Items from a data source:
"""
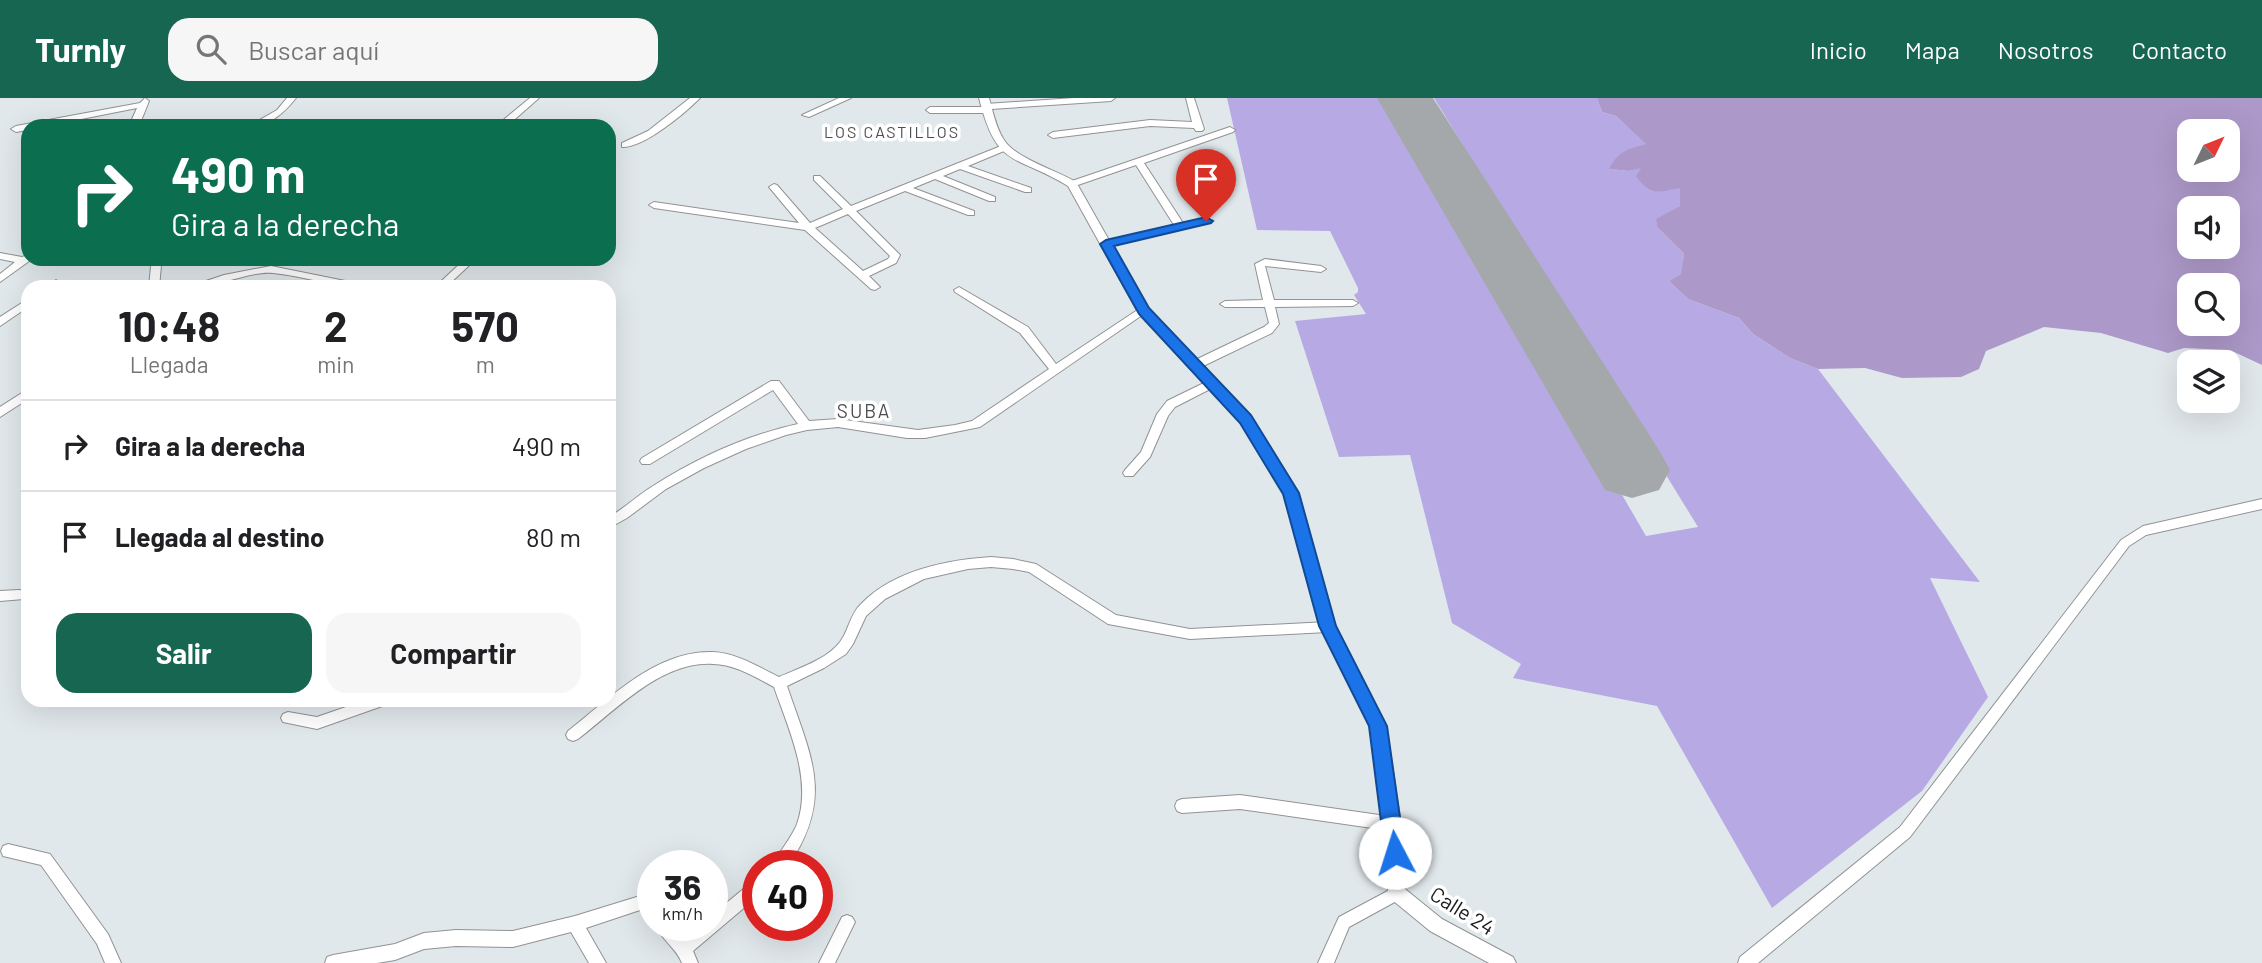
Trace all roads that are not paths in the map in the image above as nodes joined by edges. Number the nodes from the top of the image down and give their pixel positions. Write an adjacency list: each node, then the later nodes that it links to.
1 (292, 98): 14 (street)
2 (536, 98): 15 (street)
3 (696, 98): 22 (street)
4 (847, 98): 11 (street)
5 (1111, 98): 7 (street)
6 (1191, 98): 16 (street)
7 (1091, 99): 9 (street)
8 (144, 101): 12 (street); 13 (street)
9 (986, 105): 10 (street); 23 (street)
10 (930, 110)
11 (806, 114)
12 (64, 119)
13 (137, 119)
14 (267, 119)
15 (510, 119)
16 (1198, 125): 20 (street); 21 (street)
17 (21, 128): 18 (street)
18 (16, 129)
19 (1230, 130): 21 (street)
20 (1053, 135)
21 (1202, 140): 24 (street)
22 (625, 145)
23 (1001, 149): 25 (street); 28 (street)
24 (1139, 162): 28 (street); 38 (street)
25 (960, 166): 26 (street); 31 (street)
26 (935, 176): 30 (street); 32 (street)
27 (817, 178): 34 (street)
28 (1072, 184): 39 (street)
29 (774, 187): 37 (street)
30 (905, 188): 34 (street); 35 (street)
31 (1028, 190)
32 (992, 199)
33 (654, 205): 37 (street)
34 (848, 212): 37 (street); 46 (street)
35 (971, 214)
36 (1206, 221): 38 (street)
37 (808, 227): 46 (street)
38 (1180, 227): 39 (street)
39 (1106, 244): 58 (street)
40 (0, 256): 41 (street)
41 (21, 259)
42 (21, 264): 47 (street)
43 (156, 266): 48 (street)
44 (463, 266): 51 (street)
45 (1321, 269): 54 (street)
46 (862, 275): 52 (street)
47 (0, 279)
48 (155, 280)
49 (218, 280): 50 (street)
50 (325, 280)
51 (448, 280)
52 (875, 287)
53 (959, 290): 61 (street)
54 (1270, 302): 55 (street); 56 (street); 60 (street)
55 (1353, 303)
56 (1225, 304)
57 (21, 306): 59 (street)
58 (1143, 311): 60 (street); 61 (street)
59 (2, 318)
60 (1195, 365): 62 (street)
61 (1055, 370): 65 (street)
62 (1212, 383): 67 (street); 72 (street)
63 (21, 398): 64 (street)
64 (0, 413)
65 (806, 426): 66 (street); 69 (street)
66 (646, 461)
67 (1129, 473)
68 (2262, 504): 98 (street)
69 (616, 519)
70 (19, 595): 71 (street)
71 (0, 596)
72 (1328, 626): 73 (street); 80 (street)
73 (779, 683): 74 (street); 82 (street)
74 (616, 703)
75 (363, 707): 77 (street)
76 (610, 707): 78 (street)
77 (288, 718)
78 (573, 735)
79 (1182, 806): 80 (street)
80 (1393, 824): 83 (street)
81 (8, 850): 92 (street)
82 (793, 850)
83 (1397, 893): 96 (street); 97 (street, Calle 24)
84 (742, 900): 86 (street)
85 (637, 908): 88 (street)
86 (728, 911)
87 (847, 922): 95 (street)
88 (575, 924): 93 (street); 94 (street)
89 (676, 941): 91 (street)
90 (699, 941): 91 (street)
91 (687, 956)
92 (113, 963)
93 (332, 963)
94 (598, 963)
95 (827, 963)
96 (1326, 963)
97 (1507, 963)
98 (1746, 963)

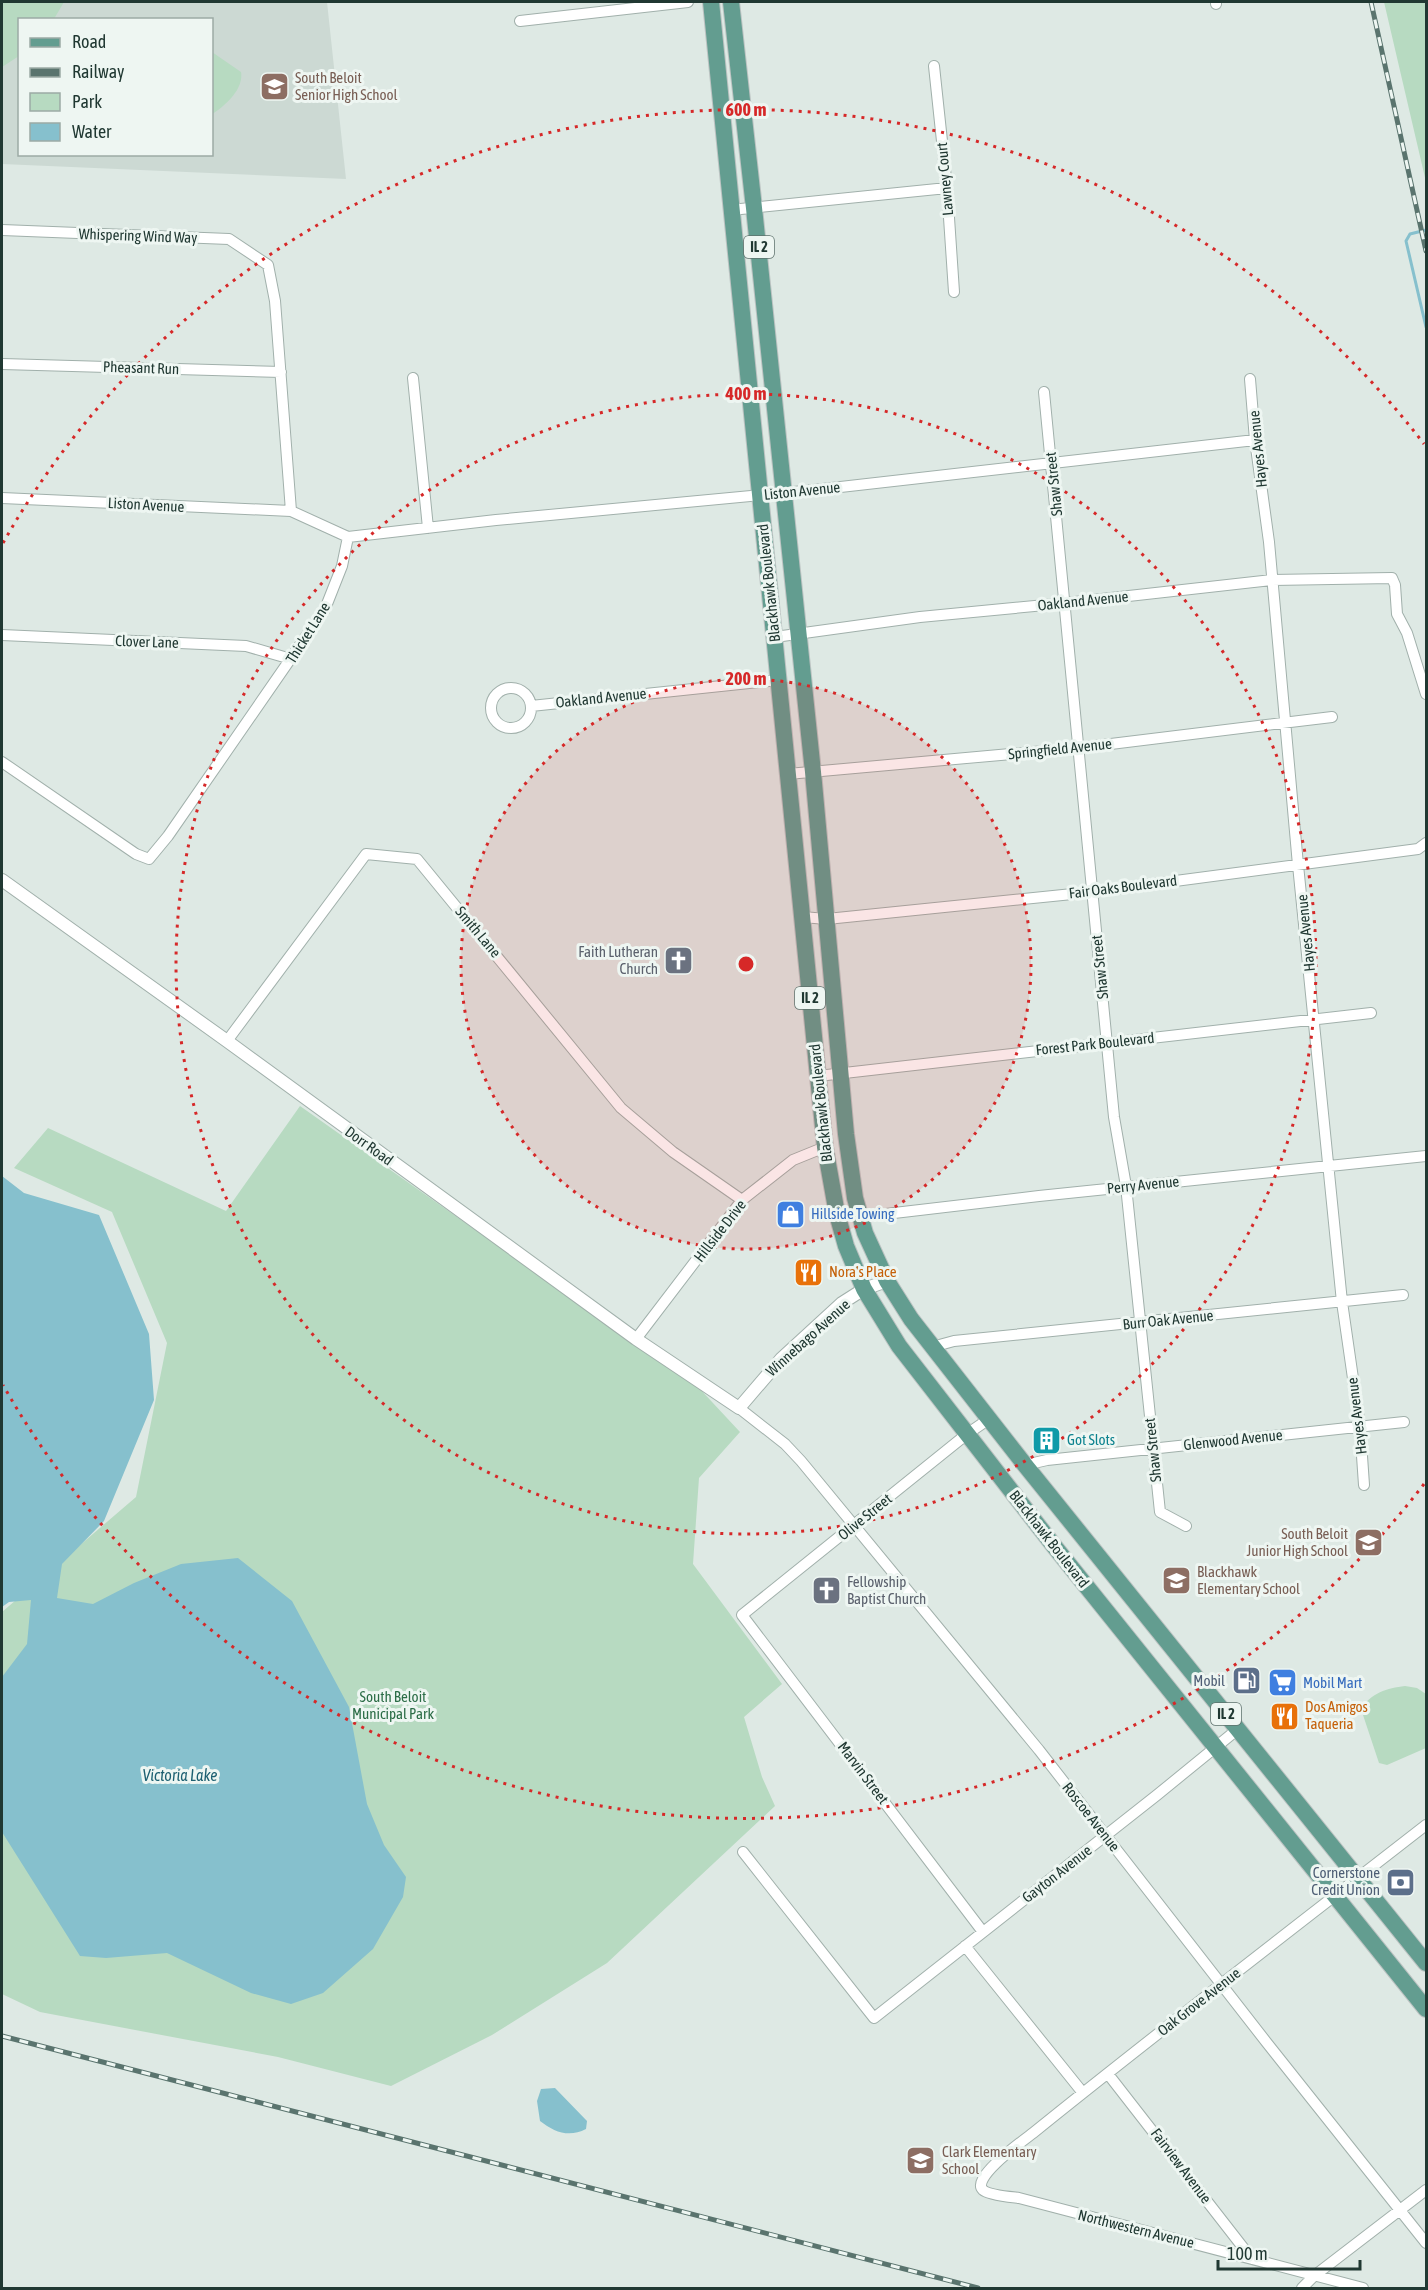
"""
**EXERCISE BRIEF:** Strip the images and reproduce the remaining records precisely.

**REPLY TO THE EXERCISE:**
Trace all roads that are not paths in the map in the image above as nodes joined by edges. Number the nodes from the top of the image down and give their pixel positions. Write an adjacency list: each node, then the later nodes that it links to.
1 (292, 98): 14 (street)
2 (536, 98): 15 (street)
3 (696, 98): 22 (street)
4 (847, 98): 11 (street)
5 (1111, 98): 7 (street)
6 (1191, 98): 16 (street)
7 (1091, 99): 9 (street)
8 (144, 101): 12 (street); 13 (street)
9 (986, 105): 10 (street); 23 (street)
10 (930, 110)
11 (806, 114)
12 (64, 119)
13 (137, 119)
14 (267, 119)
15 (510, 119)
16 (1198, 125): 20 (street); 21 (street)
17 (21, 128): 18 (street)
18 (16, 129)
19 (1230, 130): 21 (street)
20 (1053, 135)
21 (1202, 140): 24 (street)
22 (625, 145)
23 (1001, 149): 25 (street); 28 (street)
24 (1139, 162): 28 (street); 38 (street)
25 (960, 166): 26 (street); 31 (street)
26 (935, 176): 30 (street); 32 (street)
27 (817, 178): 34 (street)
28 (1072, 184): 39 (street)
29 (774, 187): 37 (street)
30 (905, 188): 34 (street); 35 (street)
31 (1028, 190)
32 (992, 199)
33 (654, 205): 37 (street)
34 (848, 212): 37 (street); 46 (street)
35 (971, 214)
36 (1206, 221): 38 (street)
37 (808, 227): 46 (street)
38 (1180, 227): 39 (street)
39 (1106, 244): 58 (street)
40 (0, 256): 41 (street)
41 (21, 259)
42 (21, 264): 47 (street)
43 (156, 266): 48 (street)
44 (463, 266): 51 (street)
45 (1321, 269): 54 (street)
46 (862, 275): 52 (street)
47 (0, 279)
48 (155, 280)
49 (218, 280): 50 (street)
50 (325, 280)
51 (448, 280)
52 (875, 287)
53 (959, 290): 61 (street)
54 (1270, 302): 55 (street); 56 (street); 60 (street)
55 (1353, 303)
56 (1225, 304)
57 (21, 306): 59 (street)
58 (1143, 311): 60 (street); 61 (street)
59 (2, 318)
60 (1195, 365): 62 (street)
61 (1055, 370): 65 (street)
62 (1212, 383): 67 (street); 72 (street)
63 (21, 398): 64 (street)
64 (0, 413)
65 (806, 426): 66 (street); 69 (street)
66 (646, 461)
67 (1129, 473)
68 (2262, 504): 98 (street)
69 (616, 519)
70 (19, 595): 71 (street)
71 (0, 596)
72 (1328, 626): 73 (street); 80 (street)
73 (779, 683): 74 (street); 82 (street)
74 (616, 703)
75 (363, 707): 77 (street)
76 (610, 707): 78 (street)
77 (288, 718)
78 (573, 735)
79 (1182, 806): 80 (street)
80 (1393, 824): 83 (street)
81 (8, 850): 92 (street)
82 (793, 850)
83 (1397, 893): 96 (street); 97 (street, Calle 24)
84 (742, 900): 86 (street)
85 (637, 908): 88 (street)
86 (728, 911)
87 (847, 922): 95 (street)
88 (575, 924): 93 (street); 94 (street)
89 (676, 941): 91 (street)
90 (699, 941): 91 (street)
91 (687, 956)
92 (113, 963)
93 (332, 963)
94 (598, 963)
95 (827, 963)
96 (1326, 963)
97 (1507, 963)
98 (1746, 963)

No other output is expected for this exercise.